Além de Cariacica, somente Vila Velha e o Governo do Estado têm Conselho de Igualdade Racial.
Mapeamento
O “Mapeamento dos Povos e Comunidades Tradicionais do Município de Cariacica” foi realizado entre 23 de janeiro de 2020 a 26 de março de 2021, dividido em duas partes. Primeiro, os pesquisadores se propuseram a localizar os povos tradicionais do município, identificando como estão distribuídos no território e conhecendo a trajetória de vida das lideranças, suas narrativas e o seu quantitativo.
Em seguida, foi feito um levantamento socioeconômico dessas comunidades, analisando aspectos como Moradia; Trabalho, Emprego e Renda; e Política Assistencial Pública e Saúde.

Segundo o pesquisador da Universidade Federal do Estado (Ufes) e mestre em Ciências Políticas, Iljorvanio Silva Ribeiro, os resultados encontrados, a partir de entrevistas feitas com 290 pessoas, impactam diretamente na condição de sobrevivência desses povos e de sua reprodução cultural. É o caso dos povos ciganos identificados no município.

“Foram identificadas condições de abandono e de invisibilidade com que essas famílias sobrevivem, há décadas, em relação ao poder público como, por exemplo, inacessibilidades aos direitos básicos como o de saúde, alimentação e de cidadania. A escassez de alimentos nas barracas é uma realidade cotidiana para muitos deles e se acentuou durante o período da pandemia do coronavírus”, aponta.
Já entre os povos de matriz africana, o que se identifica é o aumento da violência sofrida tanto dentro quanto fora das comunidades e territórios. As violações relatadas também incluem situações de discriminação e intolerância religiosa.

“Essa mesma violência pode ser traduzida em inúmeros casos narrados pelos entrevistados no que tange aos muitos ‘não acessos’ sofridos cotidianamente por esses povos: não acesso às políticas de incentivo cultural, não acesso aos recursos naturais do território que ocupam e do qual dependem para sua reprodução cultural (como cachoeiras, rios, praças e matas), não acesso ao direito de registrar os seus centros ou terreiros, e outros tantos ‘não acessos”, declara.

A falta de acesso também se estende às demais comunidades mapeadas.
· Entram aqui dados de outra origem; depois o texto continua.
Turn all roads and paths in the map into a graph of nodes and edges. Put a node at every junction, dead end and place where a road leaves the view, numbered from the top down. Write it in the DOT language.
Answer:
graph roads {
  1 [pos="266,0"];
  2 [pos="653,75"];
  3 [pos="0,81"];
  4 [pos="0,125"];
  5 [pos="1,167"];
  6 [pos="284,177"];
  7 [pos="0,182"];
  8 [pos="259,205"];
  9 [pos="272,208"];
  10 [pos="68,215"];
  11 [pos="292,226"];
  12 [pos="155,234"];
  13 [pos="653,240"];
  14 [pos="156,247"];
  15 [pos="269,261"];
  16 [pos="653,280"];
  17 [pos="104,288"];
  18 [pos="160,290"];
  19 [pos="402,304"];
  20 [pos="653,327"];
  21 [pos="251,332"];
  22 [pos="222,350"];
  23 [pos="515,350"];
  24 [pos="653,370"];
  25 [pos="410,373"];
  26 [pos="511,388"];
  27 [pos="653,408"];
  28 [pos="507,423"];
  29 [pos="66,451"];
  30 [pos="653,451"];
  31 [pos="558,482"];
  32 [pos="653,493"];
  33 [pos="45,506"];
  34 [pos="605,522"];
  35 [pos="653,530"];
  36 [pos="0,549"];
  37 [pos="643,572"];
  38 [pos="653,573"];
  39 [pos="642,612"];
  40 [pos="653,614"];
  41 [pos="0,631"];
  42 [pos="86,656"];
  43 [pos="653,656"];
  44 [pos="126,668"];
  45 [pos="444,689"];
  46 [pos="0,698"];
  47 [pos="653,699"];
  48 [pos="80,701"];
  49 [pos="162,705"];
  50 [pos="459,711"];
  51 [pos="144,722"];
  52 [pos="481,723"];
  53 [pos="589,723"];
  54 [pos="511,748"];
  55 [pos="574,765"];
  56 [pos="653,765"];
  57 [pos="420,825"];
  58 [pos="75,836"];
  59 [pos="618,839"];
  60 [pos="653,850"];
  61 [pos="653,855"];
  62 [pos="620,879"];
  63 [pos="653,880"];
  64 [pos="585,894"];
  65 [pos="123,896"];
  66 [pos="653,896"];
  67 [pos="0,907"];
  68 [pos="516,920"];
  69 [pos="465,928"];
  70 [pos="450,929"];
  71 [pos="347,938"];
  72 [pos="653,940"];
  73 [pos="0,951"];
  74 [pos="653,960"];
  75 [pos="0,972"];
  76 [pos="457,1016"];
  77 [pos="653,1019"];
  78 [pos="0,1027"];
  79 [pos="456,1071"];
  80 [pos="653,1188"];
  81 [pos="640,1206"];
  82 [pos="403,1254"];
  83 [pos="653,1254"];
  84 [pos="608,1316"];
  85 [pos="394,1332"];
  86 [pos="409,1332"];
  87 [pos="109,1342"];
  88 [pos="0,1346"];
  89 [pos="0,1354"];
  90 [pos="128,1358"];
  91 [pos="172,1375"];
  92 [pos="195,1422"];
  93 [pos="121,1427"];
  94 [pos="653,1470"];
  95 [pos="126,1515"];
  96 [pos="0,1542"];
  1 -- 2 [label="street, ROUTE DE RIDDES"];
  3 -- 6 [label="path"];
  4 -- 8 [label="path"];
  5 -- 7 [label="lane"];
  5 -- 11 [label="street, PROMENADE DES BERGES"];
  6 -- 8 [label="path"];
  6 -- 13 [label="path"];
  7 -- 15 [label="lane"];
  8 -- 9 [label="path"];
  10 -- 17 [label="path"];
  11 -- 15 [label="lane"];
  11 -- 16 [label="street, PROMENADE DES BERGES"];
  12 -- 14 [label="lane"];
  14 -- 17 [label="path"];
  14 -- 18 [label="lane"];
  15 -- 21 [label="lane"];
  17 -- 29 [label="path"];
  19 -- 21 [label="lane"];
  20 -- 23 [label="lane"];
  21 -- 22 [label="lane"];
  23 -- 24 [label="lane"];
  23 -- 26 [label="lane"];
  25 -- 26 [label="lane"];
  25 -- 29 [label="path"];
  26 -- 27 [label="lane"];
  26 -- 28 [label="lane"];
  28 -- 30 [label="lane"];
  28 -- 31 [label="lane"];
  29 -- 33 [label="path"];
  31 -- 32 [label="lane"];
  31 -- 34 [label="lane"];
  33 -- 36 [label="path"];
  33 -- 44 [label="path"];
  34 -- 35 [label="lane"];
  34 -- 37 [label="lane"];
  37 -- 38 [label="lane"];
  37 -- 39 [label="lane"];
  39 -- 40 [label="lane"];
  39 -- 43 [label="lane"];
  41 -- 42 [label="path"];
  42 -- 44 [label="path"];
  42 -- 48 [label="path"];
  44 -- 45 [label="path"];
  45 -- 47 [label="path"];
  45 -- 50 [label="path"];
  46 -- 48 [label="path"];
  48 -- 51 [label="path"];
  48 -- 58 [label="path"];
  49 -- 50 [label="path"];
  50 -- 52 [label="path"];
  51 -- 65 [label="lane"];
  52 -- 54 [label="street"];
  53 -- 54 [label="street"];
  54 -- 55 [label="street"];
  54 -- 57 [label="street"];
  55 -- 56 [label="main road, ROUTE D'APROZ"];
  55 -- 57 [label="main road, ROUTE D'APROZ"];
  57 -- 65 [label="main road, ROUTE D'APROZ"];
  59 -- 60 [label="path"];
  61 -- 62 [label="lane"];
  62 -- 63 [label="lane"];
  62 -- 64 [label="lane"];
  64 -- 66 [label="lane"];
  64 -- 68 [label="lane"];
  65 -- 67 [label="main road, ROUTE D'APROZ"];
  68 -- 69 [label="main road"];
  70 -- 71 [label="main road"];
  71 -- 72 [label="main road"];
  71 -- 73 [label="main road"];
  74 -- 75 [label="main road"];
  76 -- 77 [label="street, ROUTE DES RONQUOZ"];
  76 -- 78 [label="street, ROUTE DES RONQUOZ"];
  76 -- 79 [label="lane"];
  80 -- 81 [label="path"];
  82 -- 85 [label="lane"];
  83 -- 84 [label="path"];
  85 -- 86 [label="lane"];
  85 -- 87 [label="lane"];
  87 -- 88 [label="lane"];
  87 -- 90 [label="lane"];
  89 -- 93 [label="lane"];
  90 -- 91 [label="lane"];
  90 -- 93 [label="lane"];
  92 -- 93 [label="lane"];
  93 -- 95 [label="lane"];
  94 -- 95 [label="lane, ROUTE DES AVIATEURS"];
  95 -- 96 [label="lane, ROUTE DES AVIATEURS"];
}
Os relatos dos 89 pescadores e marisqueiros do município que participaram das entrevistas revelaram um contexto de marginalização dessas comunidades, privadas de serviços de infraestrutura básicos como rede elétrica residencial, água encanada, pavimentação de ruas, rede coletora de esgoto, iluminação pública de qualidade e serviço de coleta de lixo eficaz.
Iljorvanio enfatiza que o descaso com a natureza também tem um impacto direto na vida desses grupos que dependem dela para sobreviver. “A transformação dos rios em canais receptores de esgoto doméstico, a poluição das marés e as frequentes invasões imobiliárias nas áreas de manguezais constituem-se como ameaças diárias ao exercício cultural dessas comunidades”.
Além desses três grupos registrados e entrevistados, o mapeamento identificou uma comunidade com 150 famílias de pomeranos, concentrados próximos aos bairros Itapemirim e Santa Cecília, e duas famílias remanescentes de quilombos, na região de Roda D’água, área rural de Cariacica. “Devido à pandemia, a idade avançada das lideranças e a condição de saúde fragilizada com que se encontravam, optou-se por pesquisá-las em momento mais oportuno pós- pandemia”, explica o pesquisador.